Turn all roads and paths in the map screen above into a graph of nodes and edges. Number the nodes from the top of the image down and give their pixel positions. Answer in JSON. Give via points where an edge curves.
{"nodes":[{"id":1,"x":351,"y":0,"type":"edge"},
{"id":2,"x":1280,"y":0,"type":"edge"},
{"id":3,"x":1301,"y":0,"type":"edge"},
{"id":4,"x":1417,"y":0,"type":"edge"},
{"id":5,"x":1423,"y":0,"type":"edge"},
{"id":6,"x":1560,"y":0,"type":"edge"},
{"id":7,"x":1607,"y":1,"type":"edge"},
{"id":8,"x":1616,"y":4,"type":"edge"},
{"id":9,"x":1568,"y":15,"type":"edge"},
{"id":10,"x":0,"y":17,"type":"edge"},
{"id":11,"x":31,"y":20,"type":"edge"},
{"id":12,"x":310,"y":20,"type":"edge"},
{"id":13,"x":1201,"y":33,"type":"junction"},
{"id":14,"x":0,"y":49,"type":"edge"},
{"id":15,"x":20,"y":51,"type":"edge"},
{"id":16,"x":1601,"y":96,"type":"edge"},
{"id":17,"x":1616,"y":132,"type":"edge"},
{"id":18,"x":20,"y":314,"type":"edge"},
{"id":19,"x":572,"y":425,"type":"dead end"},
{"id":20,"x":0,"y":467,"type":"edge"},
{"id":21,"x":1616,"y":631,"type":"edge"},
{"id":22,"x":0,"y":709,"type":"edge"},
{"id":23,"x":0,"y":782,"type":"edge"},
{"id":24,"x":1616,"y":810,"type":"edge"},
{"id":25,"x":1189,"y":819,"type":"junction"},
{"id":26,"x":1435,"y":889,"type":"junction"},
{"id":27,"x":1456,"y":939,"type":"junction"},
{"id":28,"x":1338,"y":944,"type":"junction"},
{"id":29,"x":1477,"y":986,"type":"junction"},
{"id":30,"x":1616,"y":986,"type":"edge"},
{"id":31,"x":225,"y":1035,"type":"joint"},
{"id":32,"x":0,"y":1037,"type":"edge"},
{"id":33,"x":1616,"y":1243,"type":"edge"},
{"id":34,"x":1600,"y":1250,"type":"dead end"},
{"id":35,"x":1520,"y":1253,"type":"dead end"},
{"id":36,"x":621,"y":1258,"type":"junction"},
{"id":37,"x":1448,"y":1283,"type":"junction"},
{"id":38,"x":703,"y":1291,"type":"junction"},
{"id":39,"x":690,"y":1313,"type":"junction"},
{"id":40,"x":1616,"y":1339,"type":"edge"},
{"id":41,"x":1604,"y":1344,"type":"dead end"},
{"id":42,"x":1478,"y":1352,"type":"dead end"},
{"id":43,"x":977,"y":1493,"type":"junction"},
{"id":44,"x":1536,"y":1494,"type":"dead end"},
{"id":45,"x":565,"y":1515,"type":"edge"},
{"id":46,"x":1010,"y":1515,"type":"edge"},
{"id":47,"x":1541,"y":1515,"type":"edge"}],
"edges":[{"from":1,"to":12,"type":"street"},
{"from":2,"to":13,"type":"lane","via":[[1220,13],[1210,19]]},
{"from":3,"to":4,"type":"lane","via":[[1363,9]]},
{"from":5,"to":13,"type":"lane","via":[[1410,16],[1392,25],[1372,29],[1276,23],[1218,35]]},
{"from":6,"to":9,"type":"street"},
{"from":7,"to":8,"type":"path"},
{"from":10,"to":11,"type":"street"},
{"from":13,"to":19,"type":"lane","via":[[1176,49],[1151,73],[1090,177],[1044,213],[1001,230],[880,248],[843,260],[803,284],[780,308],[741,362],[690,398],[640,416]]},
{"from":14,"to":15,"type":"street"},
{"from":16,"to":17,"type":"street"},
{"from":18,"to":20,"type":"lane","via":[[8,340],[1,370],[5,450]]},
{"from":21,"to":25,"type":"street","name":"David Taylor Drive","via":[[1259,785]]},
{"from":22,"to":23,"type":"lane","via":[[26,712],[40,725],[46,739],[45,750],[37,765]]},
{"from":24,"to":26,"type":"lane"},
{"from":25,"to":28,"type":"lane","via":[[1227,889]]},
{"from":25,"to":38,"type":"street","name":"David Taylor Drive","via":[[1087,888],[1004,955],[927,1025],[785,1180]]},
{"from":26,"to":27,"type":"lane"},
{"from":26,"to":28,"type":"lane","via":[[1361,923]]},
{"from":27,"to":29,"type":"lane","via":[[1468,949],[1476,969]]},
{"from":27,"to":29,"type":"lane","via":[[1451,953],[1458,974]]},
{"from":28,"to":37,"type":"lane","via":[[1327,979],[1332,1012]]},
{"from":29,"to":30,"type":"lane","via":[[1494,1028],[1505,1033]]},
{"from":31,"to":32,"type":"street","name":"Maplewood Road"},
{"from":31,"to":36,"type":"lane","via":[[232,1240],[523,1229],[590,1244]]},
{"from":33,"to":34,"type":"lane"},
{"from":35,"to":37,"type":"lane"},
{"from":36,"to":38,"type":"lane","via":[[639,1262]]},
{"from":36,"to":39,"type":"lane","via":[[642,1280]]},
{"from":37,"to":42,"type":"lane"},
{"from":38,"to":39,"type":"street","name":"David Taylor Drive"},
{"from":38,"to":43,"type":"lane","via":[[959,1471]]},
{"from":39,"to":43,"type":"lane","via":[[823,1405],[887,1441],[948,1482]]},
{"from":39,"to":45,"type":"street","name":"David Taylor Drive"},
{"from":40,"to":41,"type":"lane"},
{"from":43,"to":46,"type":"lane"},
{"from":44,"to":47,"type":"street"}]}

WORK REQUEST — What is needed is each line of the data, printed exactly.

TASK RESULT —
Turn all roads and paths in the map screen above into a graph of nodes and edges. Number the nodes from the top of the image down and give their pixel positions. Answer in JSON. Give via points where an edge curves.
{"nodes":[{"id":1,"x":351,"y":0,"type":"edge"},
{"id":2,"x":1280,"y":0,"type":"edge"},
{"id":3,"x":1301,"y":0,"type":"edge"},
{"id":4,"x":1417,"y":0,"type":"edge"},
{"id":5,"x":1423,"y":0,"type":"edge"},
{"id":6,"x":1560,"y":0,"type":"edge"},
{"id":7,"x":1607,"y":1,"type":"edge"},
{"id":8,"x":1616,"y":4,"type":"edge"},
{"id":9,"x":1568,"y":15,"type":"edge"},
{"id":10,"x":0,"y":17,"type":"edge"},
{"id":11,"x":31,"y":20,"type":"edge"},
{"id":12,"x":310,"y":20,"type":"edge"},
{"id":13,"x":1201,"y":33,"type":"junction"},
{"id":14,"x":0,"y":49,"type":"edge"},
{"id":15,"x":20,"y":51,"type":"edge"},
{"id":16,"x":1601,"y":96,"type":"edge"},
{"id":17,"x":1616,"y":132,"type":"edge"},
{"id":18,"x":20,"y":314,"type":"edge"},
{"id":19,"x":572,"y":425,"type":"dead end"},
{"id":20,"x":0,"y":467,"type":"edge"},
{"id":21,"x":1616,"y":631,"type":"edge"},
{"id":22,"x":0,"y":709,"type":"edge"},
{"id":23,"x":0,"y":782,"type":"edge"},
{"id":24,"x":1616,"y":810,"type":"edge"},
{"id":25,"x":1189,"y":819,"type":"junction"},
{"id":26,"x":1435,"y":889,"type":"junction"},
{"id":27,"x":1456,"y":939,"type":"junction"},
{"id":28,"x":1338,"y":944,"type":"junction"},
{"id":29,"x":1477,"y":986,"type":"junction"},
{"id":30,"x":1616,"y":986,"type":"edge"},
{"id":31,"x":225,"y":1035,"type":"joint"},
{"id":32,"x":0,"y":1037,"type":"edge"},
{"id":33,"x":1616,"y":1243,"type":"edge"},
{"id":34,"x":1600,"y":1250,"type":"dead end"},
{"id":35,"x":1520,"y":1253,"type":"dead end"},
{"id":36,"x":621,"y":1258,"type":"junction"},
{"id":37,"x":1448,"y":1283,"type":"junction"},
{"id":38,"x":703,"y":1291,"type":"junction"},
{"id":39,"x":690,"y":1313,"type":"junction"},
{"id":40,"x":1616,"y":1339,"type":"edge"},
{"id":41,"x":1604,"y":1344,"type":"dead end"},
{"id":42,"x":1478,"y":1352,"type":"dead end"},
{"id":43,"x":977,"y":1493,"type":"junction"},
{"id":44,"x":1536,"y":1494,"type":"dead end"},
{"id":45,"x":565,"y":1515,"type":"edge"},
{"id":46,"x":1010,"y":1515,"type":"edge"},
{"id":47,"x":1541,"y":1515,"type":"edge"}],
"edges":[{"from":1,"to":12,"type":"street"},
{"from":2,"to":13,"type":"lane","via":[[1220,13],[1210,19]]},
{"from":3,"to":4,"type":"lane","via":[[1363,9]]},
{"from":5,"to":13,"type":"lane","via":[[1410,16],[1392,25],[1372,29],[1276,23],[1218,35]]},
{"from":6,"to":9,"type":"street"},
{"from":7,"to":8,"type":"path"},
{"from":10,"to":11,"type":"street"},
{"from":13,"to":19,"type":"lane","via":[[1176,49],[1151,73],[1090,177],[1044,213],[1001,230],[880,248],[843,260],[803,284],[780,308],[741,362],[690,398],[640,416]]},
{"from":14,"to":15,"type":"street"},
{"from":16,"to":17,"type":"street"},
{"from":18,"to":20,"type":"lane","via":[[8,340],[1,370],[5,450]]},
{"from":21,"to":25,"type":"street","name":"David Taylor Drive","via":[[1259,785]]},
{"from":22,"to":23,"type":"lane","via":[[26,712],[40,725],[46,739],[45,750],[37,765]]},
{"from":24,"to":26,"type":"lane"},
{"from":25,"to":28,"type":"lane","via":[[1227,889]]},
{"from":25,"to":38,"type":"street","name":"David Taylor Drive","via":[[1087,888],[1004,955],[927,1025],[785,1180]]},
{"from":26,"to":27,"type":"lane"},
{"from":26,"to":28,"type":"lane","via":[[1361,923]]},
{"from":27,"to":29,"type":"lane","via":[[1468,949],[1476,969]]},
{"from":27,"to":29,"type":"lane","via":[[1451,953],[1458,974]]},
{"from":28,"to":37,"type":"lane","via":[[1327,979],[1332,1012]]},
{"from":29,"to":30,"type":"lane","via":[[1494,1028],[1505,1033]]},
{"from":31,"to":32,"type":"street","name":"Maplewood Road"},
{"from":31,"to":36,"type":"lane","via":[[232,1240],[523,1229],[590,1244]]},
{"from":33,"to":34,"type":"lane"},
{"from":35,"to":37,"type":"lane"},
{"from":36,"to":38,"type":"lane","via":[[639,1262]]},
{"from":36,"to":39,"type":"lane","via":[[642,1280]]},
{"from":37,"to":42,"type":"lane"},
{"from":38,"to":39,"type":"street","name":"David Taylor Drive"},
{"from":38,"to":43,"type":"lane","via":[[959,1471]]},
{"from":39,"to":43,"type":"lane","via":[[823,1405],[887,1441],[948,1482]]},
{"from":39,"to":45,"type":"street","name":"David Taylor Drive"},
{"from":40,"to":41,"type":"lane"},
{"from":43,"to":46,"type":"lane"},
{"from":44,"to":47,"type":"street"}]}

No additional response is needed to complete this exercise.